What this task involves. What you return should match every record exactly, with the images removed.

The input.
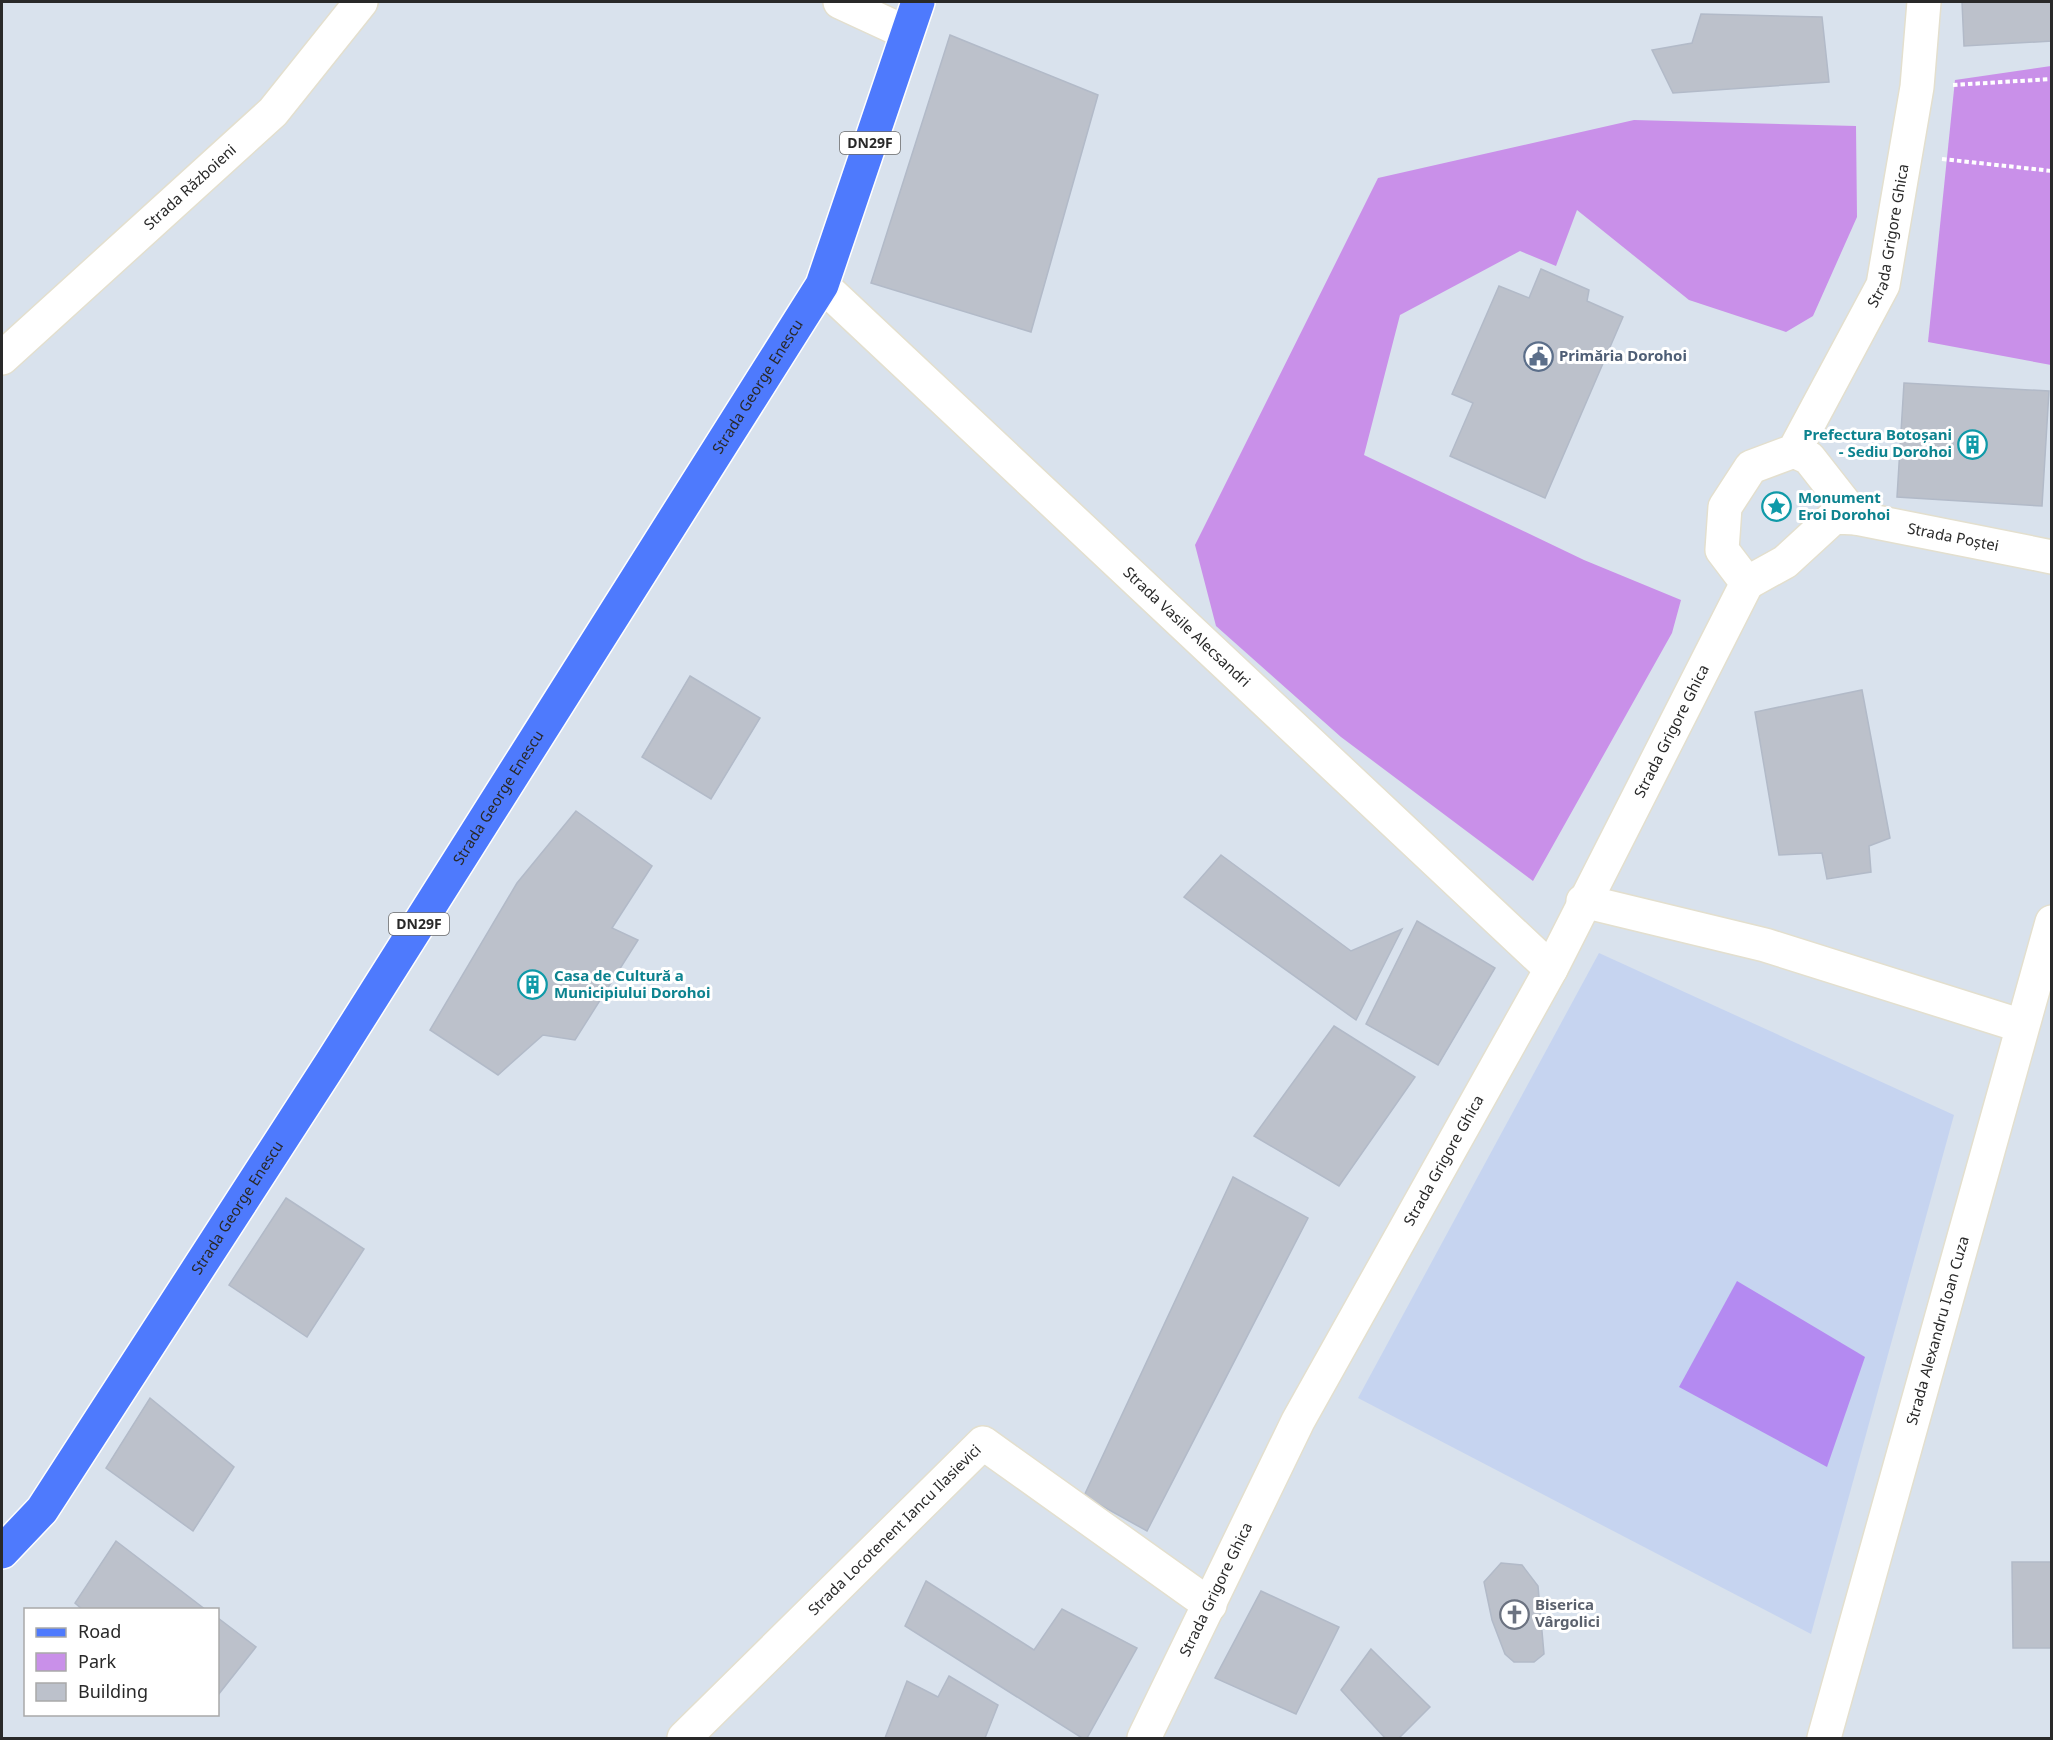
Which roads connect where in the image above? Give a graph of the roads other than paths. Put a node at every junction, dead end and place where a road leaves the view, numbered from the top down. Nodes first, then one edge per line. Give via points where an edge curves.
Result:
1 (361, 2) edge
2 (840, 2) edge
3 (918, 2) edge
4 (1924, 2) edge
5 (907, 33) junction
6 (822, 285) junction
7 (2, 358) edge
8 (1794, 451) junction
9 (1856, 518) junction
10 (2052, 557) edge
11 (1747, 583) junction
12 (1583, 901) junction
13 (2052, 922) edge
14 (1551, 969) junction
15 (2022, 1026) junction
16 (2, 1552) edge
17 (1210, 1605) junction
18 (684, 1738) edge
19 (1144, 1738) edge
20 (1824, 1738) edge

1 - 7 street, Strada Războieni via 273,112
2 - 5 street
3 - 5 main road, Strada George Enescu / DN29F
4 - 8 street, Strada Grigore Ghica via 1917,87 1883,285
5 - 6 main road, Strada George Enescu / DN29F
6 - 14 street, Strada Vasile Alecsandri
6 - 16 main road, Strada George Enescu / DN29F via 331,1063 42,1510
8 - 9 street via 1809,458
8 - 11 street via 1751,467 1725,507 1722,550
9 - 10 street, Strada Poștei
9 - 11 street via 1834,517 1785,562
11 - 12 street, Strada Grigore Ghica
12 - 14 street, Strada Grigore Ghica
12 - 15 street via 1764,945
13 - 15 street, Strada Alexandru Ioan Cuza
14 - 17 street, Strada Grigore Ghica via 1298,1421
15 - 20 street, Strada Alexandru Ioan Cuza
17 - 18 street, Strada Locotenent Iancu Ilasievici via 983,1443
17 - 19 street, Strada Grigore Ghica

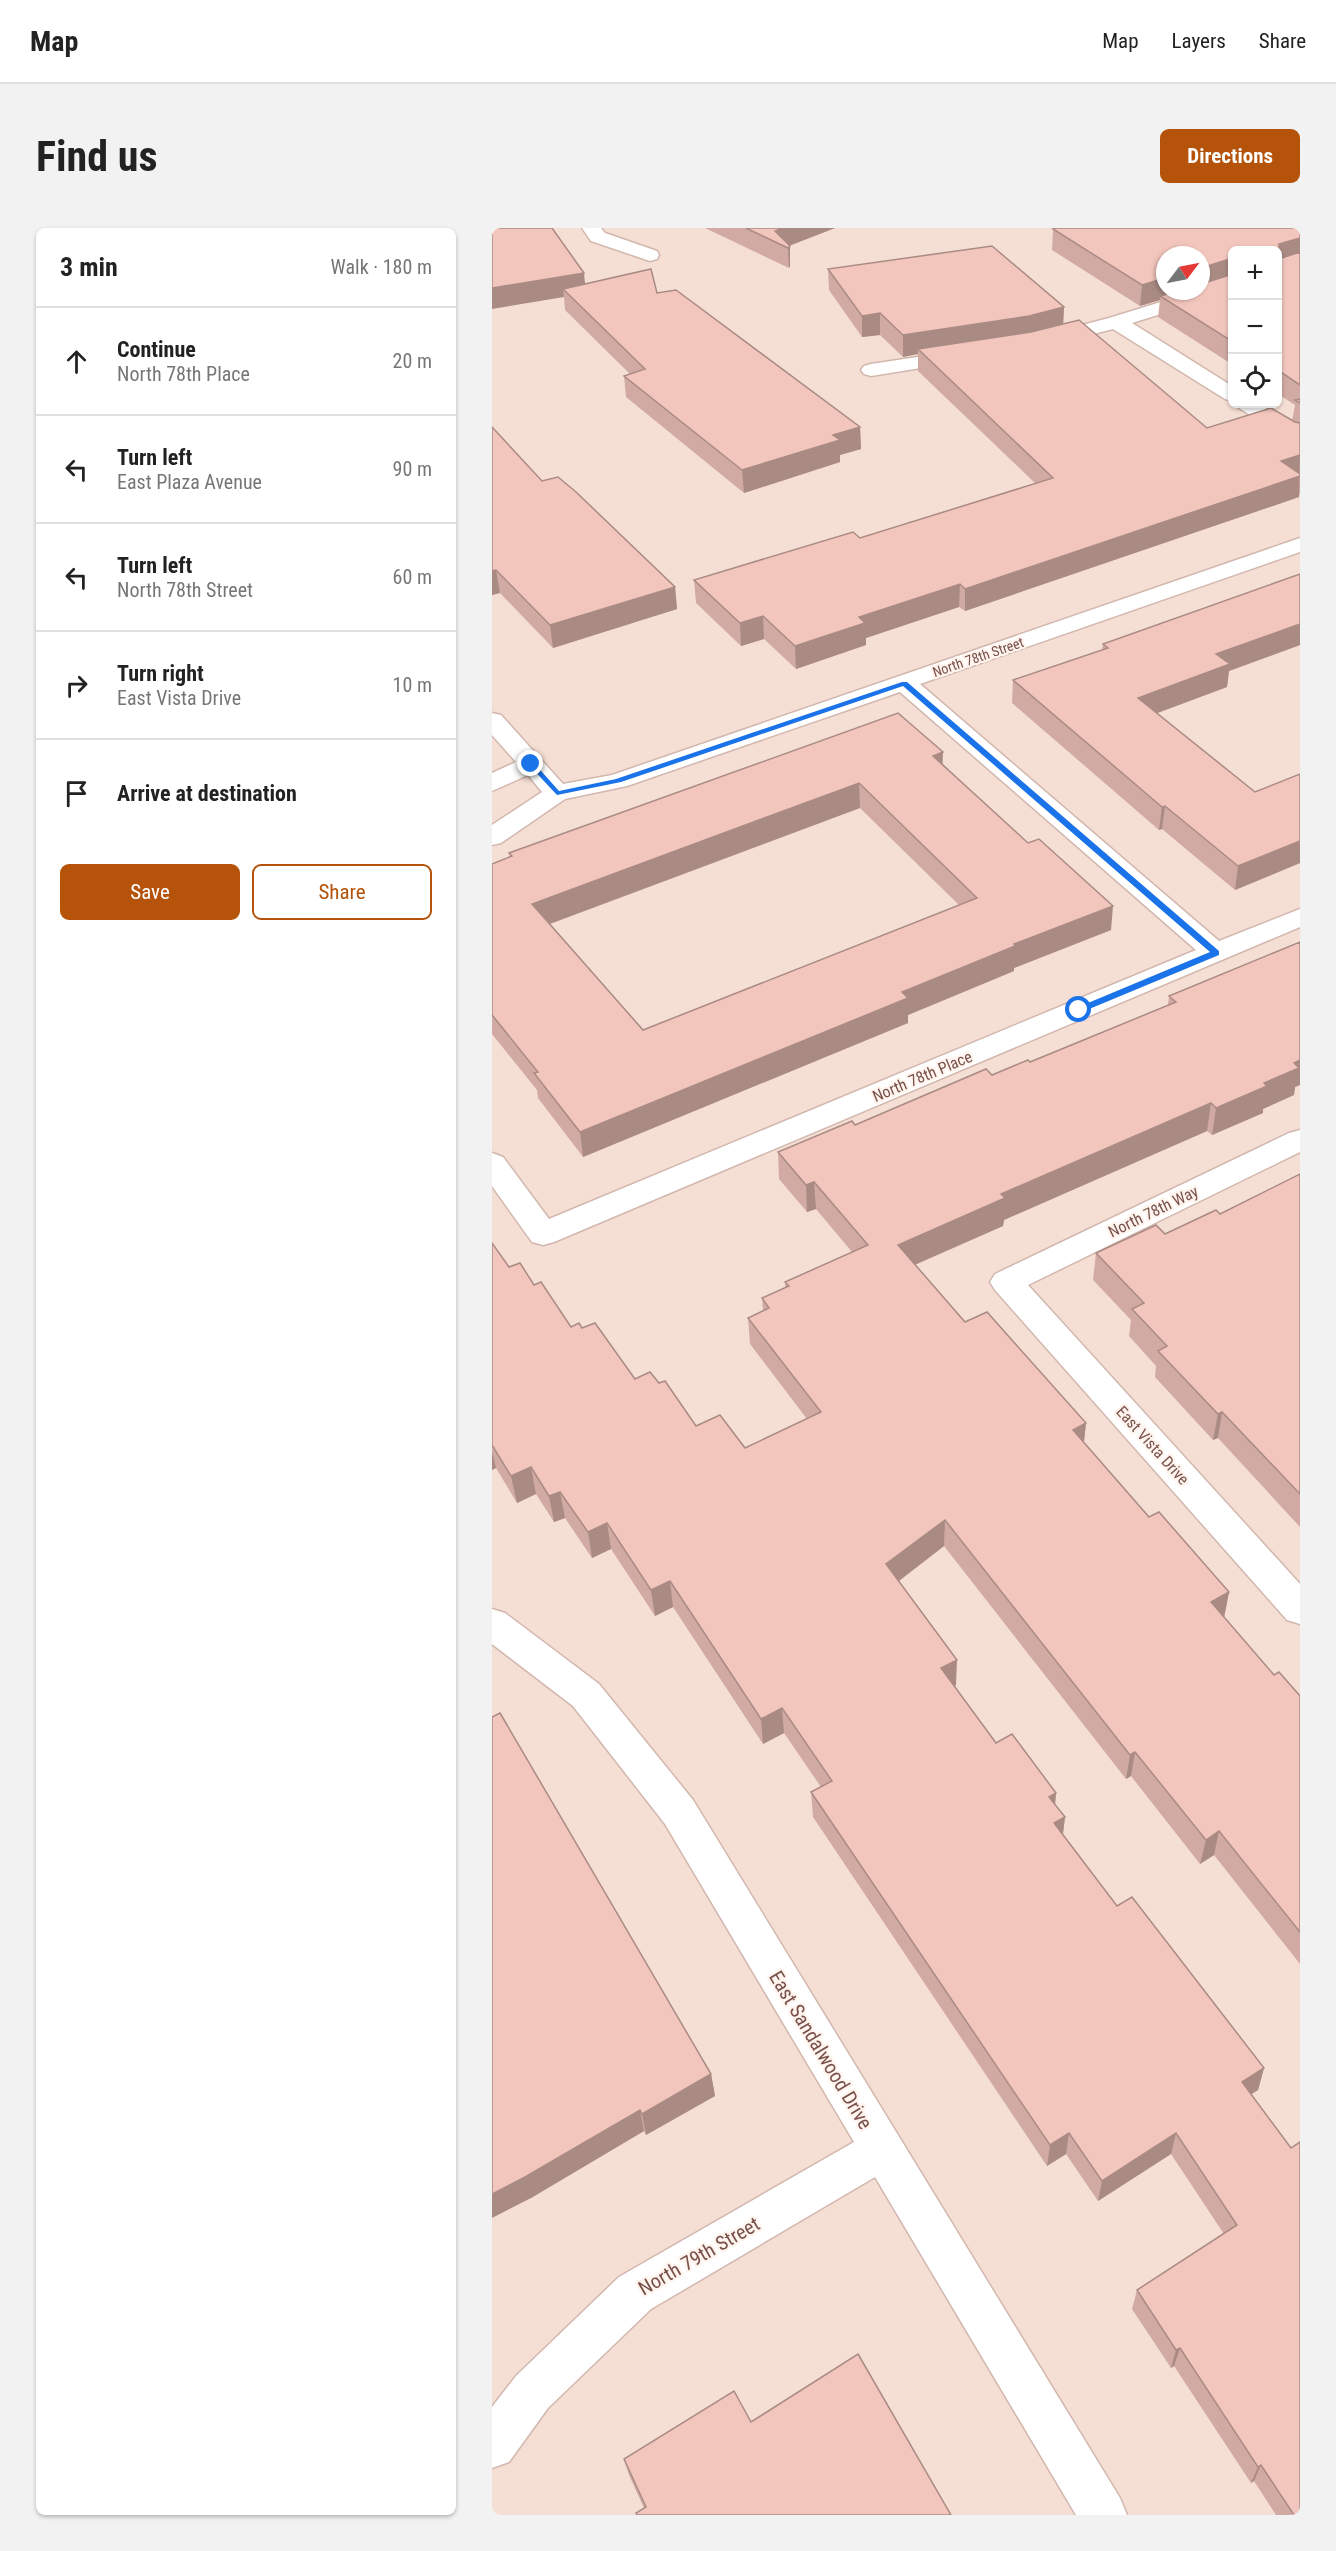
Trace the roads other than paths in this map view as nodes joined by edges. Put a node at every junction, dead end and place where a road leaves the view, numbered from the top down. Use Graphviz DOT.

Expected answer.
Which roads connect where in the image above? Give a graph of the roads other than paths. Put a node at every junction, dead end and place where a road leaves the view, numbered from the top down. Nodes first, then one edge per line. Give via points where an edge curves.
Result:
1 (361, 2) edge
2 (840, 2) edge
3 (918, 2) edge
4 (1924, 2) edge
5 (907, 33) junction
6 (822, 285) junction
7 (2, 358) edge
8 (1794, 451) junction
9 (1856, 518) junction
10 (2052, 557) edge
11 (1747, 583) junction
12 (1583, 901) junction
13 (2052, 922) edge
14 (1551, 969) junction
15 (2022, 1026) junction
16 (2, 1552) edge
17 (1210, 1605) junction
18 (684, 1738) edge
19 (1144, 1738) edge
20 (1824, 1738) edge

1 - 7 street, Strada Războieni via 273,112
2 - 5 street
3 - 5 main road, Strada George Enescu / DN29F
4 - 8 street, Strada Grigore Ghica via 1917,87 1883,285
5 - 6 main road, Strada George Enescu / DN29F
6 - 14 street, Strada Vasile Alecsandri
6 - 16 main road, Strada George Enescu / DN29F via 331,1063 42,1510
8 - 9 street via 1809,458
8 - 11 street via 1751,467 1725,507 1722,550
9 - 10 street, Strada Poștei
9 - 11 street via 1834,517 1785,562
11 - 12 street, Strada Grigore Ghica
12 - 14 street, Strada Grigore Ghica
12 - 15 street via 1764,945
13 - 15 street, Strada Alexandru Ioan Cuza
14 - 17 street, Strada Grigore Ghica via 1298,1421
15 - 20 street, Strada Alexandru Ioan Cuza
17 - 18 street, Strada Locotenent Iancu Ilasievici via 983,1443
17 - 19 street, Strada Grigore Ghica

Trace the roads other than paths in this map view as nodes joined by edges. Put a node at every junction, dead end and place where a road leaves the view, numbered from the top down. Use Graphviz DOT.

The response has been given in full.